Exercise:
Keep the wording of every entry intact in your copy, and omit the pictures.

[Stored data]
※

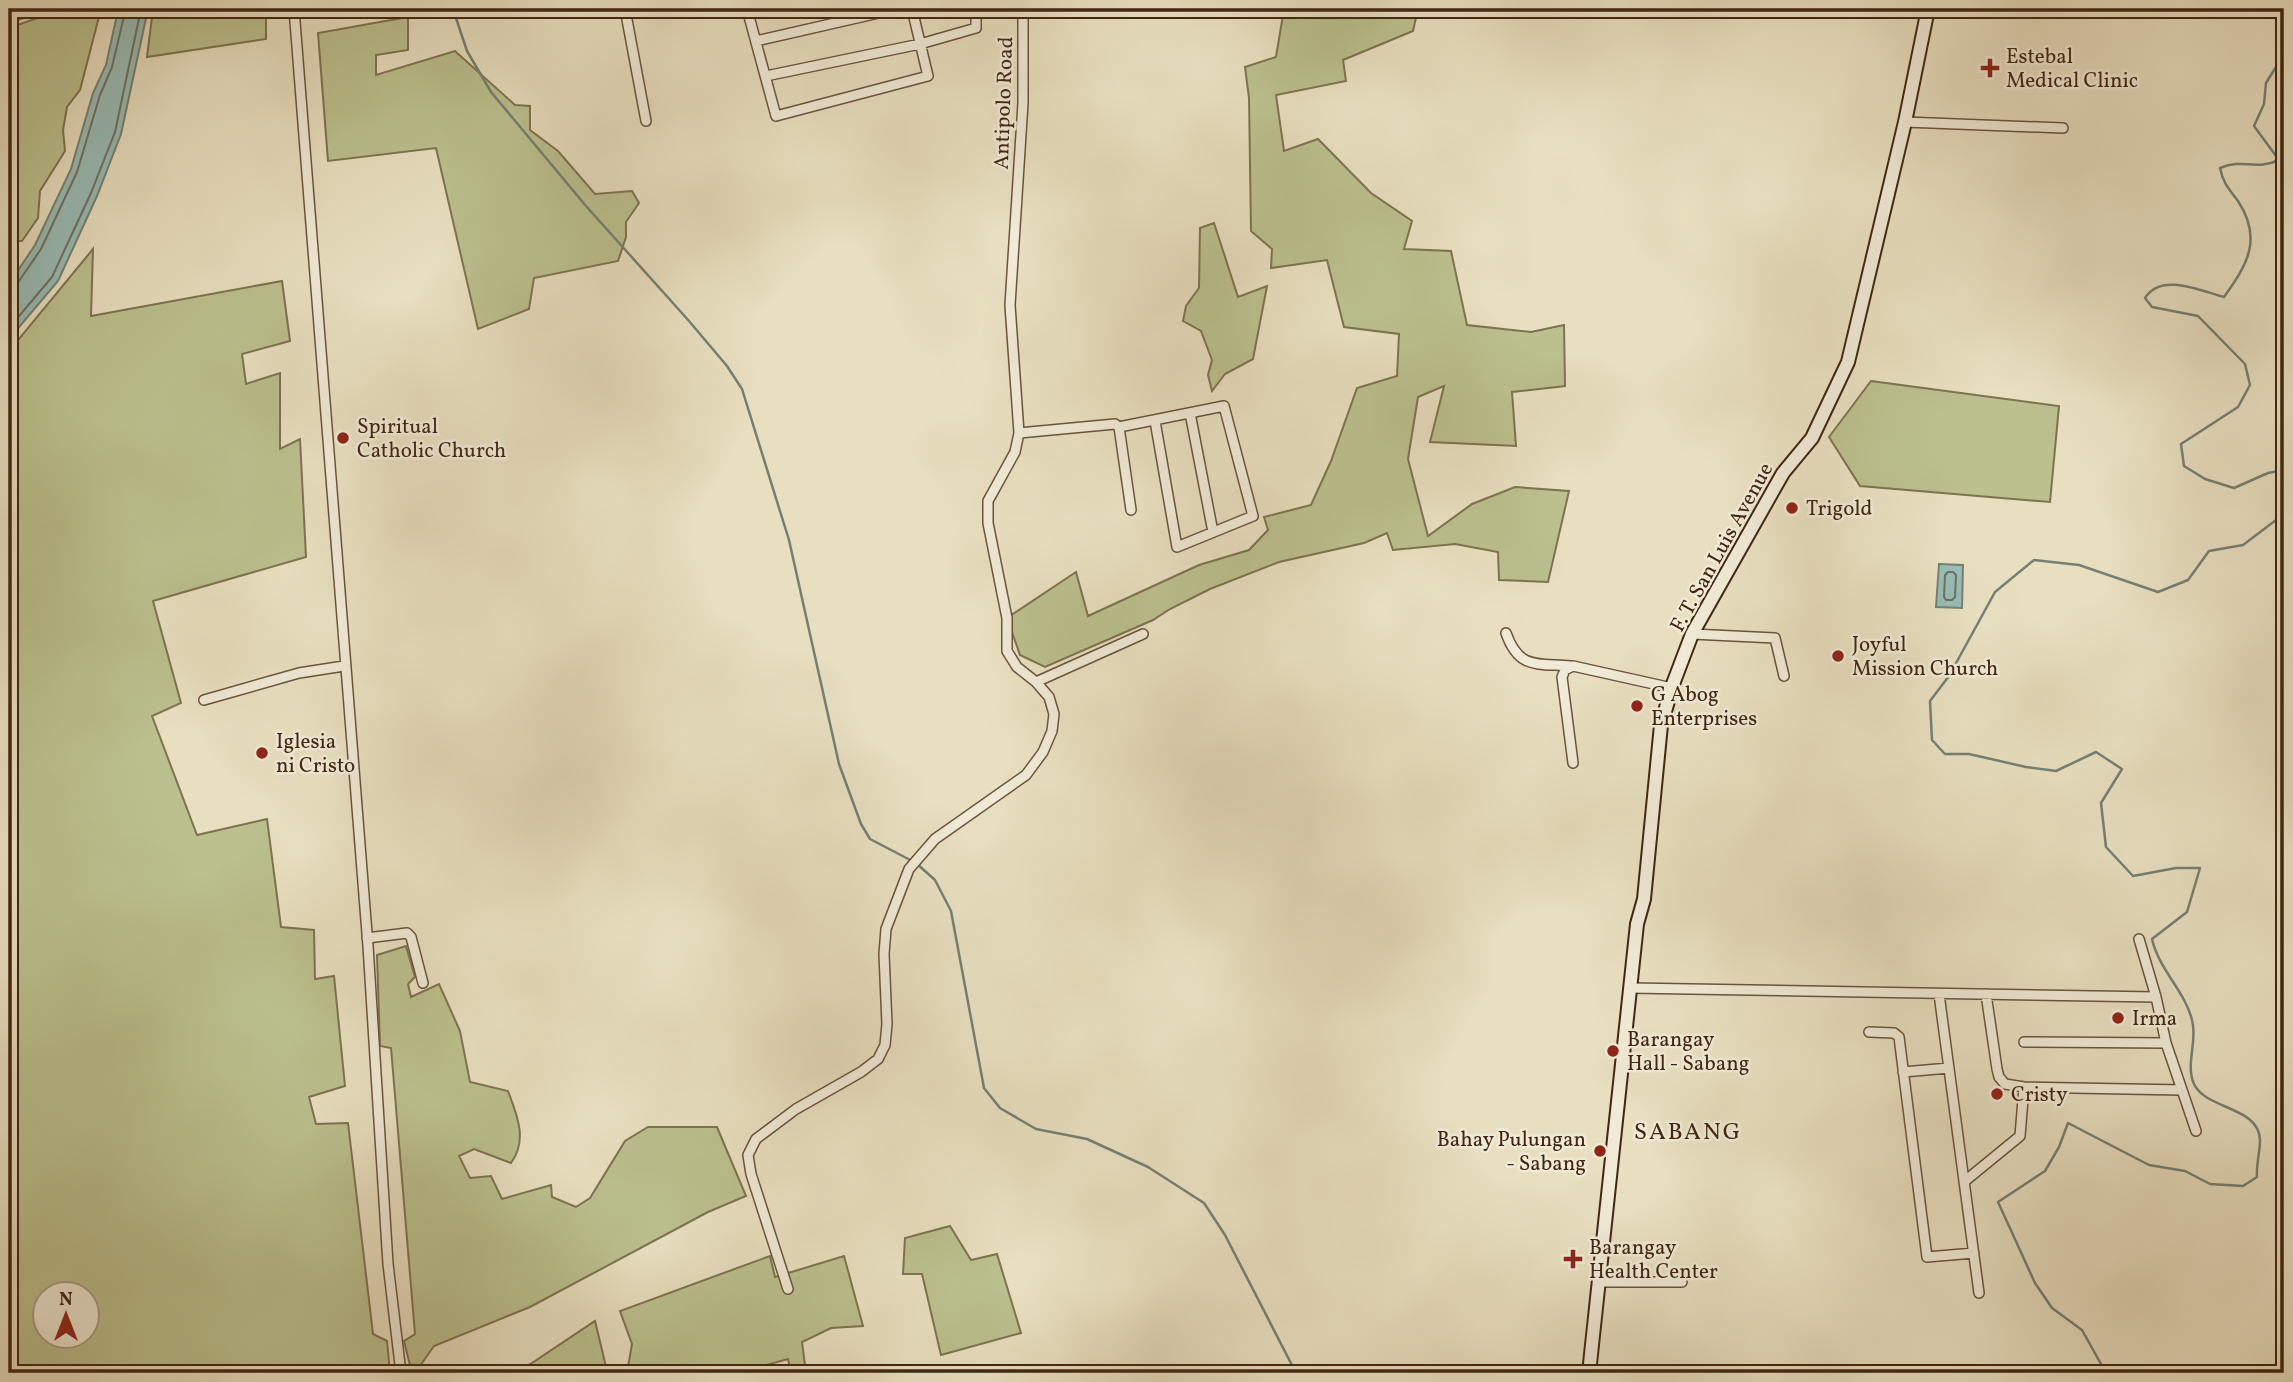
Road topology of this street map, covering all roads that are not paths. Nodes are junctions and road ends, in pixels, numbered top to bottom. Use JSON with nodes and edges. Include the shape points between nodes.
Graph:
{"nodes":[{"id":1,"x":294,"y":9,"type":"edge"},
{"id":2,"x":625,"y":9,"type":"edge"},
{"id":3,"x":747,"y":9,"type":"edge"},
{"id":4,"x":896,"y":9,"type":"edge"},
{"id":5,"x":912,"y":9,"type":"edge"},
{"id":6,"x":975,"y":9,"type":"edge"},
{"id":7,"x":1023,"y":9,"type":"edge"},
{"id":8,"x":1927,"y":9,"type":"edge"},
{"id":9,"x":756,"y":41,"type":"junction"},
{"id":10,"x":920,"y":44,"type":"junction"},
{"id":11,"x":765,"y":76,"type":"junction"},
{"id":12,"x":646,"y":121,"type":"dead end"},
{"id":13,"x":1905,"y":122,"type":"junction"},
{"id":14,"x":2063,"y":128,"type":"dead end"},
{"id":15,"x":1190,"y":413,"type":"junction"},
{"id":16,"x":1155,"y":421,"type":"junction"},
{"id":17,"x":1119,"y":427,"type":"junction"},
{"id":18,"x":1019,"y":433,"type":"junction"},
{"id":19,"x":1131,"y":510,"type":"dead end"},
{"id":20,"x":1213,"y":532,"type":"junction"},
{"id":21,"x":1506,"y":633,"type":"dead end"},
{"id":22,"x":1143,"y":634,"type":"dead end"},
{"id":23,"x":1692,"y":634,"type":"junction"},
{"id":24,"x":344,"y":666,"type":"junction"},
{"id":25,"x":1573,"y":666,"type":"junction"},
{"id":26,"x":1784,"y":676,"type":"dead end"},
{"id":27,"x":1036,"y":682,"type":"junction"},
{"id":28,"x":1672,"y":688,"type":"junction"},
{"id":29,"x":204,"y":700,"type":"dead end"},
{"id":30,"x":1573,"y":763,"type":"dead end"},
{"id":31,"x":367,"y":938,"type":"junction"},
{"id":32,"x":2139,"y":939,"type":"dead end"},
{"id":33,"x":423,"y":983,"type":"dead end"},
{"id":34,"x":1630,"y":988,"type":"junction"},
{"id":35,"x":1939,"y":994,"type":"junction"},
{"id":36,"x":1986,"y":994,"type":"junction"},
{"id":37,"x":2156,"y":997,"type":"junction"},
{"id":38,"x":1869,"y":1032,"type":"dead end"},
{"id":39,"x":2024,"y":1042,"type":"dead end"},
{"id":40,"x":2166,"y":1043,"type":"junction"},
{"id":41,"x":1949,"y":1068,"type":"junction"},
{"id":42,"x":1903,"y":1072,"type":"junction"},
{"id":43,"x":2024,"y":1087,"type":"junction"},
{"id":44,"x":2182,"y":1090,"type":"junction"},
{"id":45,"x":2196,"y":1131,"type":"dead end"},
{"id":46,"x":1965,"y":1181,"type":"junction"},
{"id":47,"x":1974,"y":1252,"type":"junction"},
{"id":48,"x":1598,"y":1282,"type":"junction"},
{"id":49,"x":1682,"y":1282,"type":"dead end"},
{"id":50,"x":788,"y":1289,"type":"dead end"},
{"id":51,"x":1979,"y":1293,"type":"dead end"},
{"id":52,"x":401,"y":1373,"type":"edge"},
{"id":53,"x":1589,"y":1373,"type":"edge"}],
"edges":[{"from":1,"to":24,"type":"street"},
{"from":2,"to":12,"type":"street"},
{"from":3,"to":9,"type":"street"},
{"from":4,"to":9,"type":"street"},
{"from":5,"to":10,"type":"street"},
{"from":6,"to":10,"type":"street","via":[[976,28]]},
{"from":7,"to":18,"type":"street","name":"Antipolo Road","via":[[1023,103],[1010,305]]},
{"from":8,"to":13,"type":"main road","name":"F. T. San Luis Avenue"},
{"from":9,"to":11,"type":"street"},
{"from":10,"to":11,"type":"street"},
{"from":10,"to":11,"type":"street","via":[[928,76],[776,116]]},
{"from":13,"to":14,"type":"street"},
{"from":13,"to":23,"type":"main road","name":"F. T. San Luis Avenue","via":[[1841,381],[1812,438],[1783,473]]},
{"from":15,"to":16,"type":"street"},
{"from":15,"to":20,"type":"street"},
{"from":15,"to":20,"type":"street","via":[[1224,406],[1253,516]]},
{"from":16,"to":17,"type":"street"},
{"from":16,"to":20,"type":"street","via":[[1177,547]]},
{"from":17,"to":18,"type":"street"},
{"from":17,"to":19,"type":"street"},
{"from":18,"to":27,"type":"street","via":[[1015,452],[988,501],[988,523],[1007,618],[1007,651],[1017,667]]},
{"from":21,"to":25,"type":"street","via":[[1516,654],[1527,663]]},
{"from":22,"to":27,"type":"street"},
{"from":23,"to":26,"type":"street","via":[[1775,638]]},
{"from":23,"to":28,"type":"main road","name":"F. T. San Luis Avenue"},
{"from":24,"to":29,"type":"street","via":[[299,673]]},
{"from":24,"to":31,"type":"street"},
{"from":25,"to":28,"type":"street"},
{"from":25,"to":30,"type":"street","via":[[1562,677]]},
{"from":27,"to":50,"type":"street","via":[[1049,697],[1054,714],[1043,752],[1026,775],[935,839],[909,869],[886,929],[887,1024],[878,1059],[796,1109],[756,1139],[748,1155]]},
{"from":28,"to":34,"type":"main road","name":"F. T. San Luis Avenue","via":[[1661,725]]},
{"from":31,"to":33,"type":"street","via":[[407,933]]},
{"from":31,"to":52,"type":"street","via":[[388,1264]]},
{"from":32,"to":37,"type":"street"},
{"from":34,"to":35,"type":"street"},
{"from":34,"to":48,"type":"main road","name":"F. T. San Luis Avenue"},
{"from":35,"to":36,"type":"street"},
{"from":35,"to":41,"type":"street"},
{"from":36,"to":37,"type":"street"},
{"from":36,"to":43,"type":"street","via":[[1999,1077],[2004,1084]]},
{"from":37,"to":40,"type":"street"},
{"from":38,"to":42,"type":"street","via":[[1899,1037]]},
{"from":39,"to":40,"type":"street"},
{"from":40,"to":44,"type":"street"},
{"from":41,"to":42,"type":"street"},
{"from":41,"to":46,"type":"street"},
{"from":42,"to":47,"type":"street","via":[[1927,1257]]},
{"from":43,"to":44,"type":"street"},
{"from":43,"to":46,"type":"street","via":[[2020,1136]]},
{"from":44,"to":45,"type":"street"},
{"from":46,"to":47,"type":"street"},
{"from":47,"to":51,"type":"street"},
{"from":48,"to":49,"type":"street"},
{"from":48,"to":53,"type":"main road","name":"F. T. San Luis Avenue"}]}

※

Reply:
Road topology of this street map, covering all roads that are not paths. Nodes are junctions and road ends, in pixels, numbered top to bottom. Use JSON with nodes and edges. Include the shape points between nodes.
Graph:
{"nodes":[{"id":1,"x":294,"y":9,"type":"edge"},
{"id":2,"x":625,"y":9,"type":"edge"},
{"id":3,"x":747,"y":9,"type":"edge"},
{"id":4,"x":896,"y":9,"type":"edge"},
{"id":5,"x":912,"y":9,"type":"edge"},
{"id":6,"x":975,"y":9,"type":"edge"},
{"id":7,"x":1023,"y":9,"type":"edge"},
{"id":8,"x":1927,"y":9,"type":"edge"},
{"id":9,"x":756,"y":41,"type":"junction"},
{"id":10,"x":920,"y":44,"type":"junction"},
{"id":11,"x":765,"y":76,"type":"junction"},
{"id":12,"x":646,"y":121,"type":"dead end"},
{"id":13,"x":1905,"y":122,"type":"junction"},
{"id":14,"x":2063,"y":128,"type":"dead end"},
{"id":15,"x":1190,"y":413,"type":"junction"},
{"id":16,"x":1155,"y":421,"type":"junction"},
{"id":17,"x":1119,"y":427,"type":"junction"},
{"id":18,"x":1019,"y":433,"type":"junction"},
{"id":19,"x":1131,"y":510,"type":"dead end"},
{"id":20,"x":1213,"y":532,"type":"junction"},
{"id":21,"x":1506,"y":633,"type":"dead end"},
{"id":22,"x":1143,"y":634,"type":"dead end"},
{"id":23,"x":1692,"y":634,"type":"junction"},
{"id":24,"x":344,"y":666,"type":"junction"},
{"id":25,"x":1573,"y":666,"type":"junction"},
{"id":26,"x":1784,"y":676,"type":"dead end"},
{"id":27,"x":1036,"y":682,"type":"junction"},
{"id":28,"x":1672,"y":688,"type":"junction"},
{"id":29,"x":204,"y":700,"type":"dead end"},
{"id":30,"x":1573,"y":763,"type":"dead end"},
{"id":31,"x":367,"y":938,"type":"junction"},
{"id":32,"x":2139,"y":939,"type":"dead end"},
{"id":33,"x":423,"y":983,"type":"dead end"},
{"id":34,"x":1630,"y":988,"type":"junction"},
{"id":35,"x":1939,"y":994,"type":"junction"},
{"id":36,"x":1986,"y":994,"type":"junction"},
{"id":37,"x":2156,"y":997,"type":"junction"},
{"id":38,"x":1869,"y":1032,"type":"dead end"},
{"id":39,"x":2024,"y":1042,"type":"dead end"},
{"id":40,"x":2166,"y":1043,"type":"junction"},
{"id":41,"x":1949,"y":1068,"type":"junction"},
{"id":42,"x":1903,"y":1072,"type":"junction"},
{"id":43,"x":2024,"y":1087,"type":"junction"},
{"id":44,"x":2182,"y":1090,"type":"junction"},
{"id":45,"x":2196,"y":1131,"type":"dead end"},
{"id":46,"x":1965,"y":1181,"type":"junction"},
{"id":47,"x":1974,"y":1252,"type":"junction"},
{"id":48,"x":1598,"y":1282,"type":"junction"},
{"id":49,"x":1682,"y":1282,"type":"dead end"},
{"id":50,"x":788,"y":1289,"type":"dead end"},
{"id":51,"x":1979,"y":1293,"type":"dead end"},
{"id":52,"x":401,"y":1373,"type":"edge"},
{"id":53,"x":1589,"y":1373,"type":"edge"}],
"edges":[{"from":1,"to":24,"type":"street"},
{"from":2,"to":12,"type":"street"},
{"from":3,"to":9,"type":"street"},
{"from":4,"to":9,"type":"street"},
{"from":5,"to":10,"type":"street"},
{"from":6,"to":10,"type":"street","via":[[976,28]]},
{"from":7,"to":18,"type":"street","name":"Antipolo Road","via":[[1023,103],[1010,305]]},
{"from":8,"to":13,"type":"main road","name":"F. T. San Luis Avenue"},
{"from":9,"to":11,"type":"street"},
{"from":10,"to":11,"type":"street"},
{"from":10,"to":11,"type":"street","via":[[928,76],[776,116]]},
{"from":13,"to":14,"type":"street"},
{"from":13,"to":23,"type":"main road","name":"F. T. San Luis Avenue","via":[[1841,381],[1812,438],[1783,473]]},
{"from":15,"to":16,"type":"street"},
{"from":15,"to":20,"type":"street"},
{"from":15,"to":20,"type":"street","via":[[1224,406],[1253,516]]},
{"from":16,"to":17,"type":"street"},
{"from":16,"to":20,"type":"street","via":[[1177,547]]},
{"from":17,"to":18,"type":"street"},
{"from":17,"to":19,"type":"street"},
{"from":18,"to":27,"type":"street","via":[[1015,452],[988,501],[988,523],[1007,618],[1007,651],[1017,667]]},
{"from":21,"to":25,"type":"street","via":[[1516,654],[1527,663]]},
{"from":22,"to":27,"type":"street"},
{"from":23,"to":26,"type":"street","via":[[1775,638]]},
{"from":23,"to":28,"type":"main road","name":"F. T. San Luis Avenue"},
{"from":24,"to":29,"type":"street","via":[[299,673]]},
{"from":24,"to":31,"type":"street"},
{"from":25,"to":28,"type":"street"},
{"from":25,"to":30,"type":"street","via":[[1562,677]]},
{"from":27,"to":50,"type":"street","via":[[1049,697],[1054,714],[1043,752],[1026,775],[935,839],[909,869],[886,929],[887,1024],[878,1059],[796,1109],[756,1139],[748,1155]]},
{"from":28,"to":34,"type":"main road","name":"F. T. San Luis Avenue","via":[[1661,725]]},
{"from":31,"to":33,"type":"street","via":[[407,933]]},
{"from":31,"to":52,"type":"street","via":[[388,1264]]},
{"from":32,"to":37,"type":"street"},
{"from":34,"to":35,"type":"street"},
{"from":34,"to":48,"type":"main road","name":"F. T. San Luis Avenue"},
{"from":35,"to":36,"type":"street"},
{"from":35,"to":41,"type":"street"},
{"from":36,"to":37,"type":"street"},
{"from":36,"to":43,"type":"street","via":[[1999,1077],[2004,1084]]},
{"from":37,"to":40,"type":"street"},
{"from":38,"to":42,"type":"street","via":[[1899,1037]]},
{"from":39,"to":40,"type":"street"},
{"from":40,"to":44,"type":"street"},
{"from":41,"to":42,"type":"street"},
{"from":41,"to":46,"type":"street"},
{"from":42,"to":47,"type":"street","via":[[1927,1257]]},
{"from":43,"to":44,"type":"street"},
{"from":43,"to":46,"type":"street","via":[[2020,1136]]},
{"from":44,"to":45,"type":"street"},
{"from":46,"to":47,"type":"street"},
{"from":47,"to":51,"type":"street"},
{"from":48,"to":49,"type":"street"},
{"from":48,"to":53,"type":"main road","name":"F. T. San Luis Avenue"}]}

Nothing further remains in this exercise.